JPMorgan Pays Chump Change for Chinese Bribery Scheme

"JPMorgan Chase to pay $264m in bribe case" by Ben Protess and Alexandra Stevenson New York Times  November 18, 2016

NEW YORK — Vying for lucrative deals in China, JPMorgan Chase deployed all the usual wining-and-dining tactics that big banks use to woo clients. JPMorgan, federal authorities now say, also had ways of sweetening the deal that crossed a legal line.

Federal prosecutors and regulators announced on Thursday a settlement of roughly $264 million with the bank and its Hong Kong subsidiary, accusing them of a vast foreign bribery scheme that may have spread to a number of Wall Street banks.

The case centered on JPMorgan’s hiring practices in China, where it is accused of hiring the children of Chinese leaders to win business in the fast-growing nation. Some of the well-connected candidates were unqualified, authorities said, and often “performed ancillary work” — telltale signs of hidden bribery.

The case could lay the groundwork for authorities to pursue penalties against other big banks as well.
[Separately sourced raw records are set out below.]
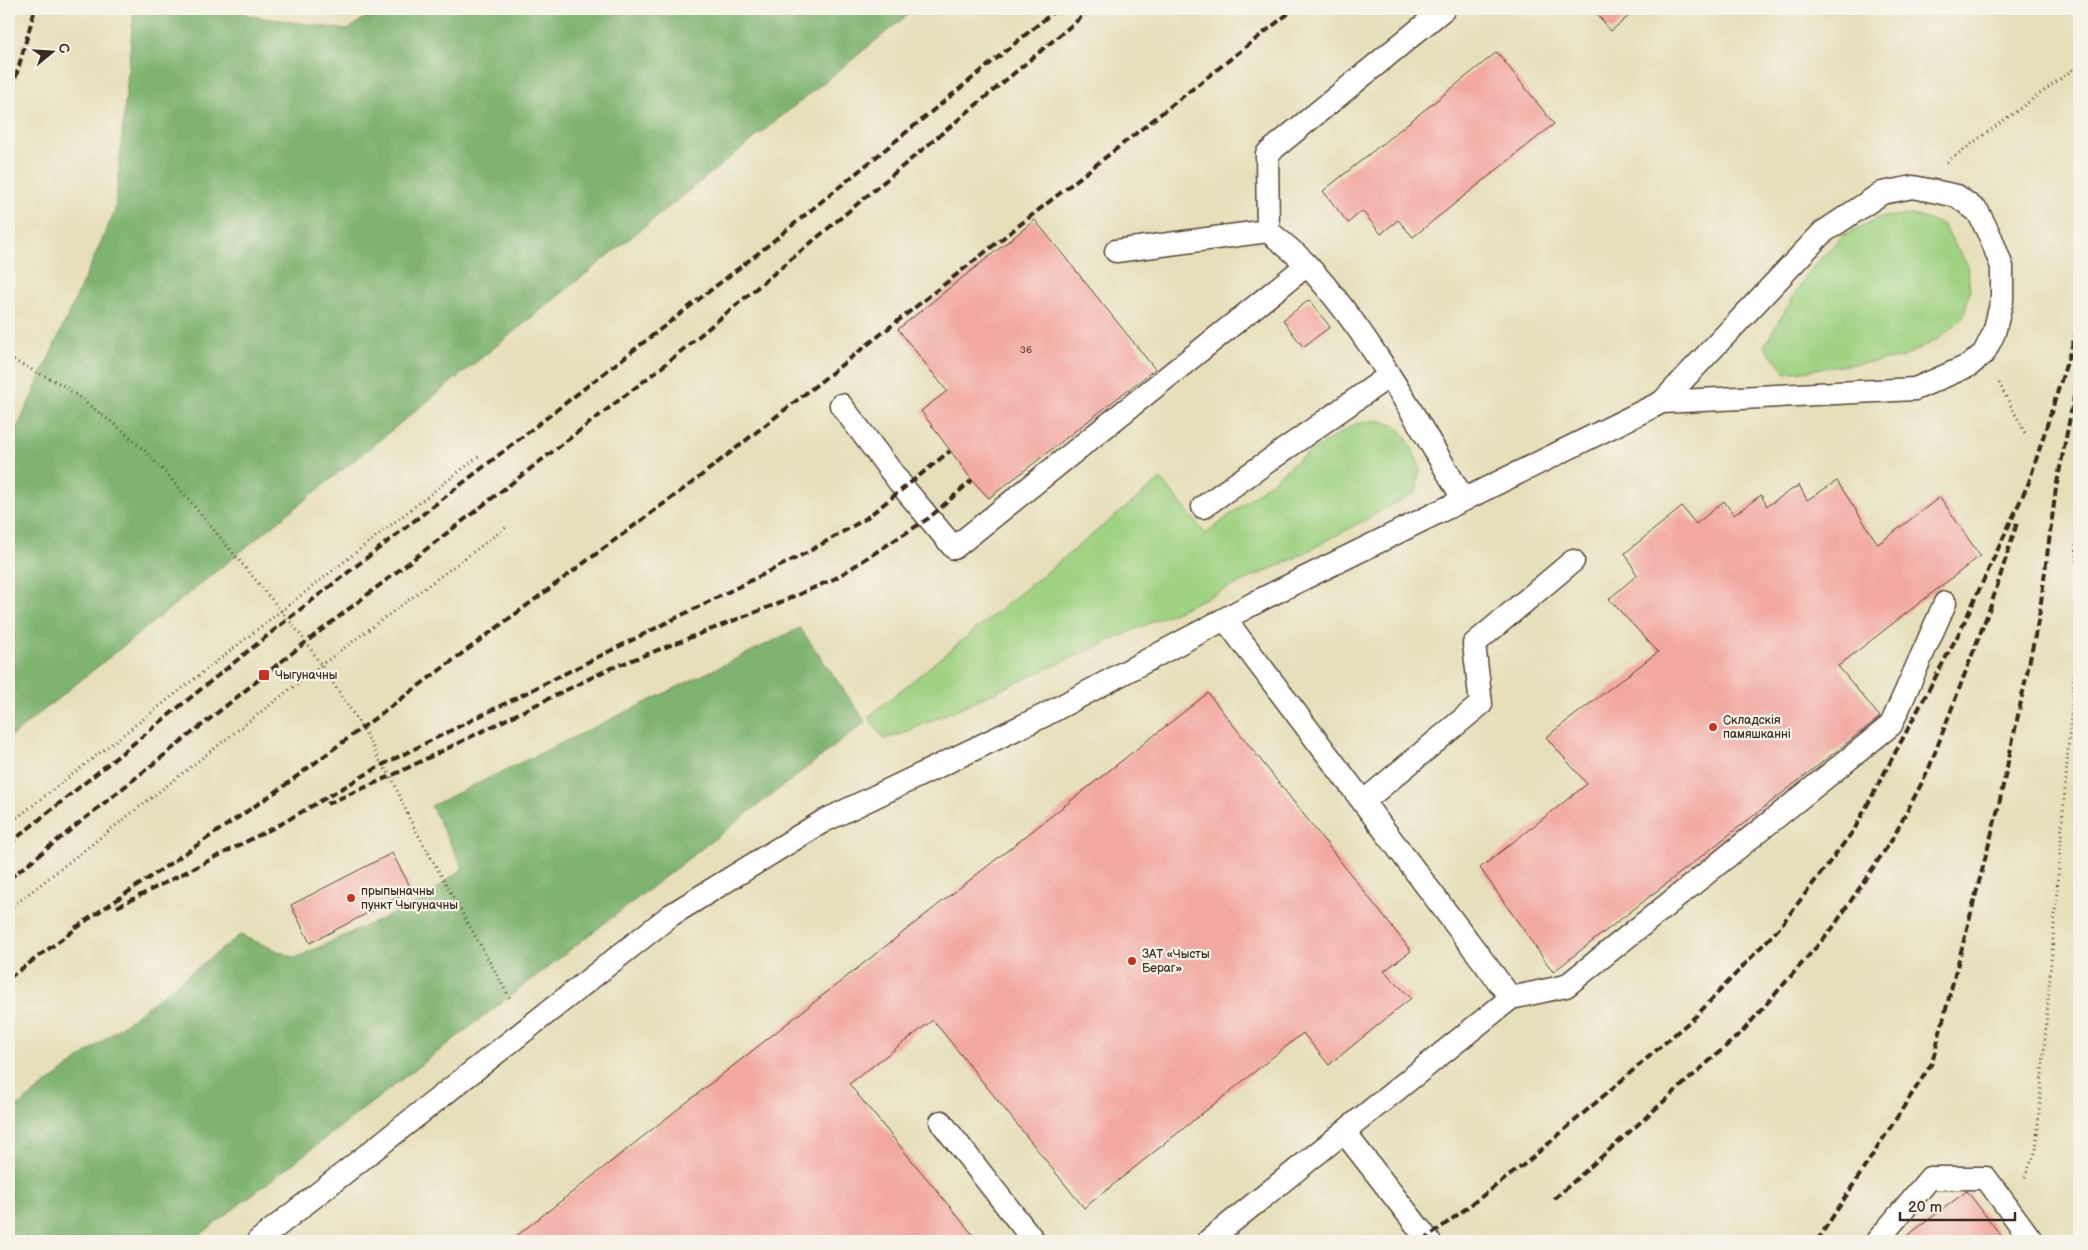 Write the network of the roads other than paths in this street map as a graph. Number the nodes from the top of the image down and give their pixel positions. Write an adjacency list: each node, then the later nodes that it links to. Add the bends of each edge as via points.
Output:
1 (1444, 9): 2 (lane, via 1267,154)
2 (1268, 231): 3 (lane); 4 (lane)
3 (1116, 251)
4 (1307, 266): 5 (lane, via 1353,321); 7 (lane, via 954,548)
5 (1389, 376): 8 (lane); 9 (lane)
6 (1662, 402): 6 (lane, via 1822,233 1882,193 1913,187 1957,196 1978,212 2002,267 2002,300 1994,333 1984,353 1970,365 1915,389); 8 (lane)
7 (841, 404)
8 (1464, 500): 12 (lane)
9 (1203, 507)
10 (1573, 561): 13 (lane, via 1474,644 1481,704)
11 (1945, 602): 14 (lane, via 1890,725 1566,986)
12 (1225, 619): 13 (lane); 17 (lane, via 1043,716 822,822 671,915)
13 (1363, 802): 14 (lane)
14 (1511, 998): 16 (lane)
15 (941, 1122): 18 (lane)
16 (1344, 1132): 19 (lane); 20 (lane)
17 (258, 1241)
18 (1034, 1241)
19 (1208, 1241)
20 (1429, 1241)
21 (1877, 1241): 22 (lane, via 1930,1178 1986,1178)
22 (2032, 1241) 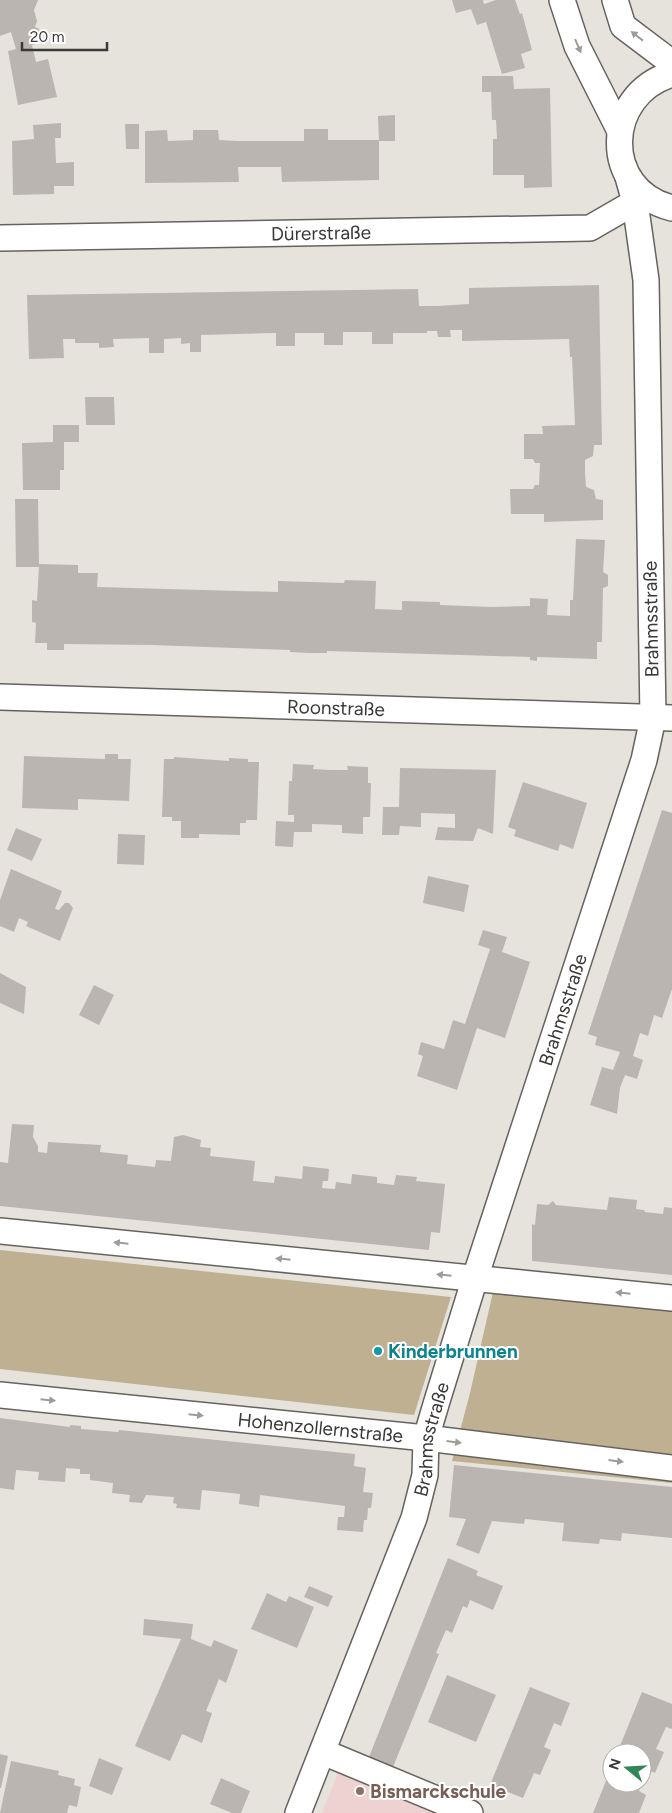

Banks including HSBC, Goldman Sachs, and Deutsche Bank have hinted that they face investigations into their hiring practices in China as part of a larger sweep by the agency that began in 2013.

“We do not expect this to be the last action resulting from that sweep,” Andrew J. Ceresney, the head of enforcement at the Securities and Exchange Commission, told reporters Thursday.

In the investigation of JPMorgan, it was not immediately apparent whether the bank would be accused of carrying out a quid pro quo arrangement, an issue at the heart of whether JPMorgan violated US law governing foreign bribery.

The bank argued that the hiring of well-connected employees was routine in China, and that its own hires fell into a gray area of foreign bribery laws.

But the prosecutors and regulators say that as JPMorgan hired more and more candidates based on referrals from Chinese leaders, senior bankers in several instances explicitly tied those jobs or internships to securing deals with Chinese government-run companies.

To be hired, a referred candidate had to have, in the bank’s own words, a “directly attributable linkage to business opportunity,” a scheme that enabled the company to win or retain business resulting in more than $100 million in revenue for the bank or its affiliates, prosecutors and regulators said.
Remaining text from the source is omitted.